Rodzice

185 11 0
                                    

- Mamo, tato. – powiedziała Mei ling i „rzuciła się im w ramiona"

- Kaja, to ty (Mei ling na Ziemi nazywała się Kaja)?

- Tak mamo. – odpowiedziała łagodnie

- Ale co się stało?

- Zaraz wam powiem, tylko tutaj jestem znana pod imieniem Mei ling, więc proszę was, żebyście tak właśnie mnie nazywali.
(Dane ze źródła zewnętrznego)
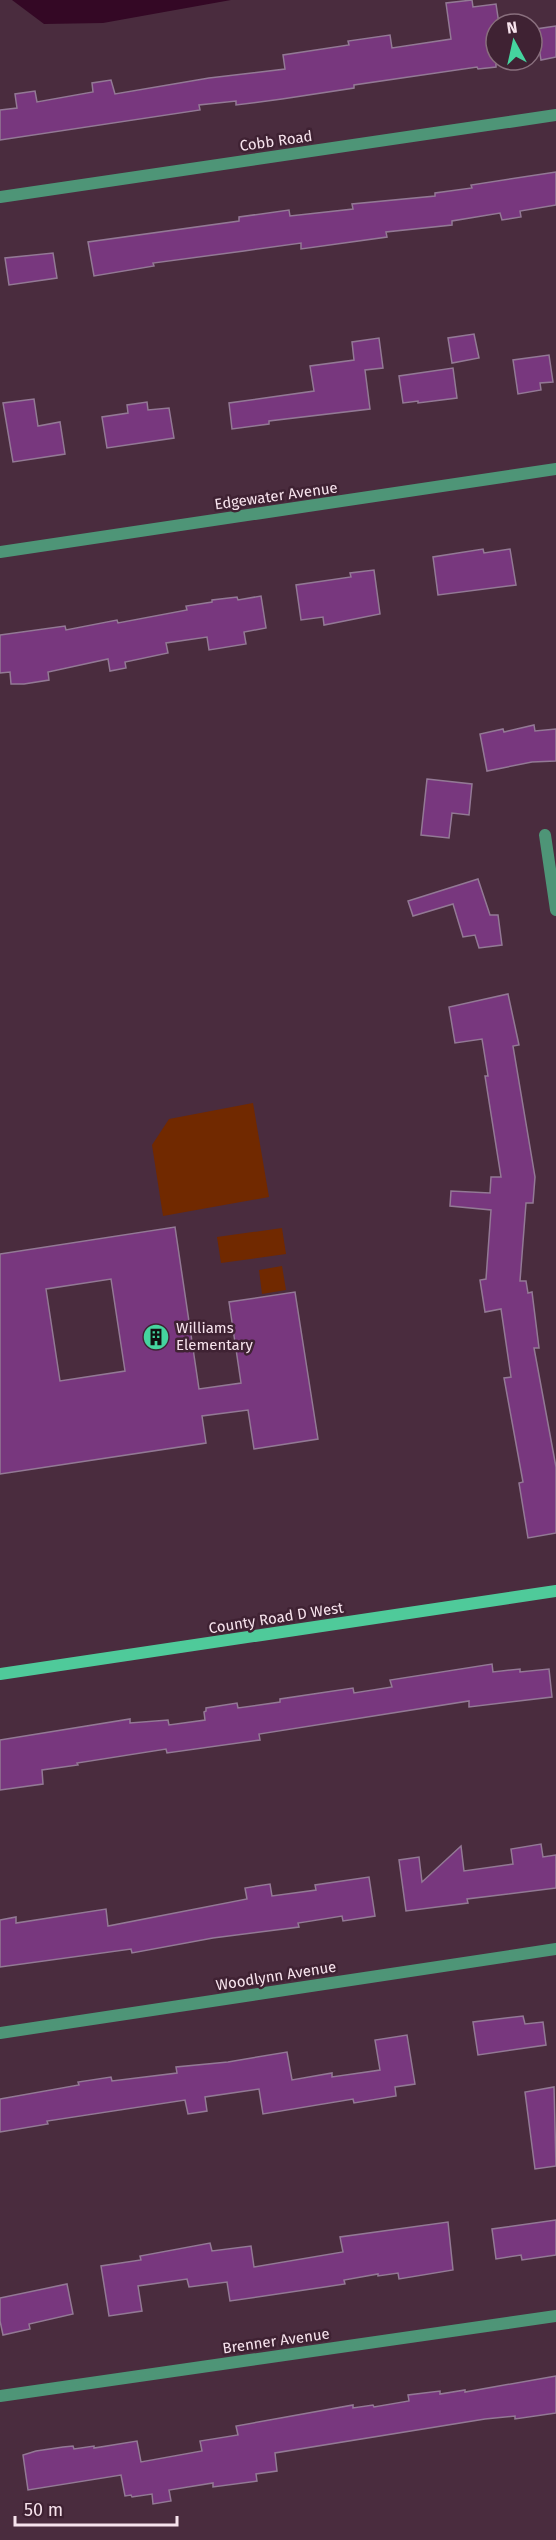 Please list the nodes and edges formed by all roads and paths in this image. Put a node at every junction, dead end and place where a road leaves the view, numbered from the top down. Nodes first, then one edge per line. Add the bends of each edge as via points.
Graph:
1 (556, 115) edge
2 (0, 197) edge
3 (556, 469) edge
4 (0, 552) edge
5 (545, 835) dead end
6 (556, 910) edge
7 (556, 1591) edge
8 (0, 1674) edge
9 (556, 1949) edge
10 (0, 2033) edge
11 (556, 2316) edge
12 (0, 2396) edge

1 - 2 street, Cobb Road
3 - 4 street, Edgewater Avenue
5 - 6 street
7 - 8 street, County Road D West
9 - 10 street, Woodlynn Avenue
11 - 12 street, Brenner Avenue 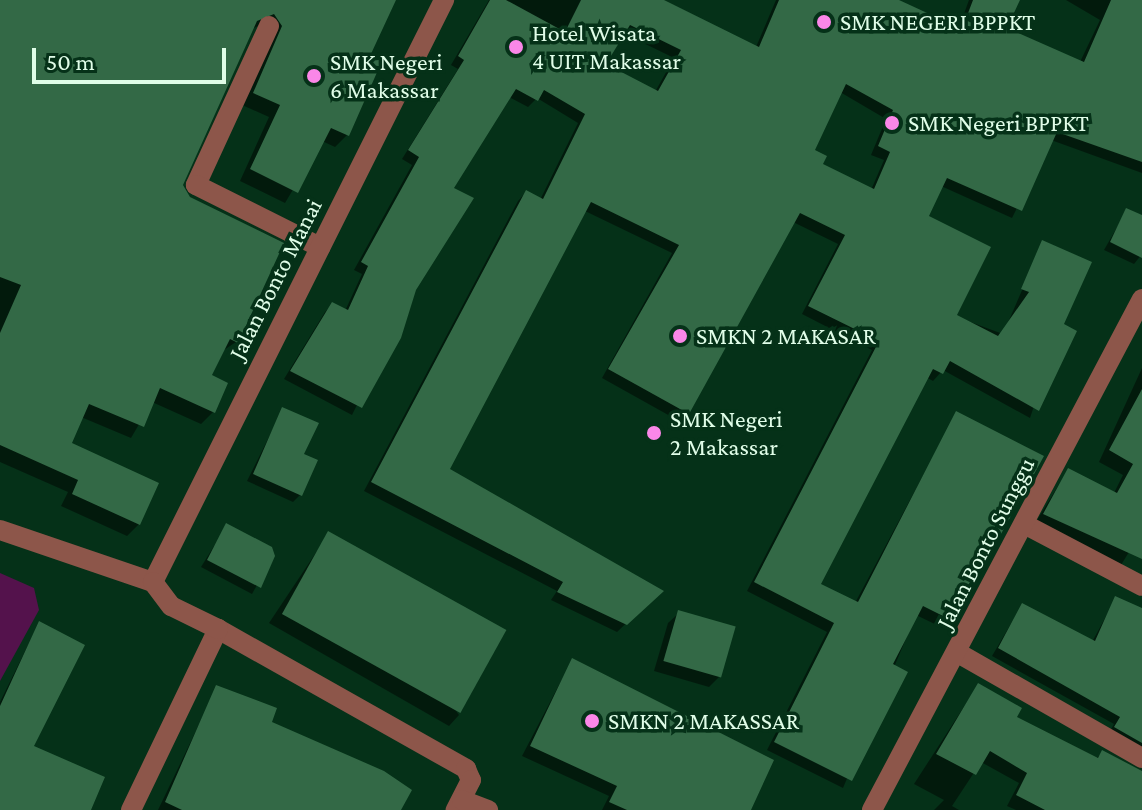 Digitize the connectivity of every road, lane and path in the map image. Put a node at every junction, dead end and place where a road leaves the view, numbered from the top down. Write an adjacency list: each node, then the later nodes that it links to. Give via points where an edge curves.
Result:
1 (444, 0): 3 (street, Jalan Bonto Manai)
2 (269, 26): 3 (street, via 196,185)
3 (320, 247): 7 (street, Jalan Bonto Manai)
4 (1142, 299): 5 (street, Jalan Bonto Sunggu)
5 (1024, 524): 8 (street); 10 (street, Jalan Bonto Sunggu)
6 (0, 530): 7 (street)
7 (153, 582): 9 (street, via 171,606)
8 (1142, 586)
9 (218, 629): 12 (street, via 466,769 471,780); 13 (street)
10 (958, 653): 11 (street); 15 (street, Jalan Bonto Sunggu)
11 (1142, 758)
12 (459, 805): 14 (street)
13 (131, 810)
14 (488, 810)
15 (872, 810)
- Dlaczego akurat tak? – spytał Jerzy (jej tata)

- Jesteśmy w Chinach, więc gdyby nazywano mnie Kaja to każdy zauważyłby, że nie jestem stąd. Dobra wyjaśnię wam to jak tylko wejdziemy do Jadeitowego Pałacu.

- A gdzie on jest?

- Na końcu tych schodów.

- Hahaha, bardzo śmieszne, a tak naprawdę?

- Ja nie żartuję.

Cała trójka zamilkała, jednak po krótkiej chwili Aneta (jej mama)zaczęła:

- Skoro czeka nas taka długa droga, to nie traćmy czasu.

Na szczycie

- Wiecie co, może lepiej jutro wam powiem co się tu dzieje, dzisiaj już zaprowadzę was do pokoju. Chodźcie za mną.

- A daleko jeszcze mamy iść?

- Nie, już widać sypialnię.

- To dobrze.

Chwilę później wszyscy znaleźli się w pokoju Tai lunga. Rodzice Mei ling rozejrzeli się.

- No, to już koniec naszej wędrówki. Do zobaczenia jutro, dobra noc.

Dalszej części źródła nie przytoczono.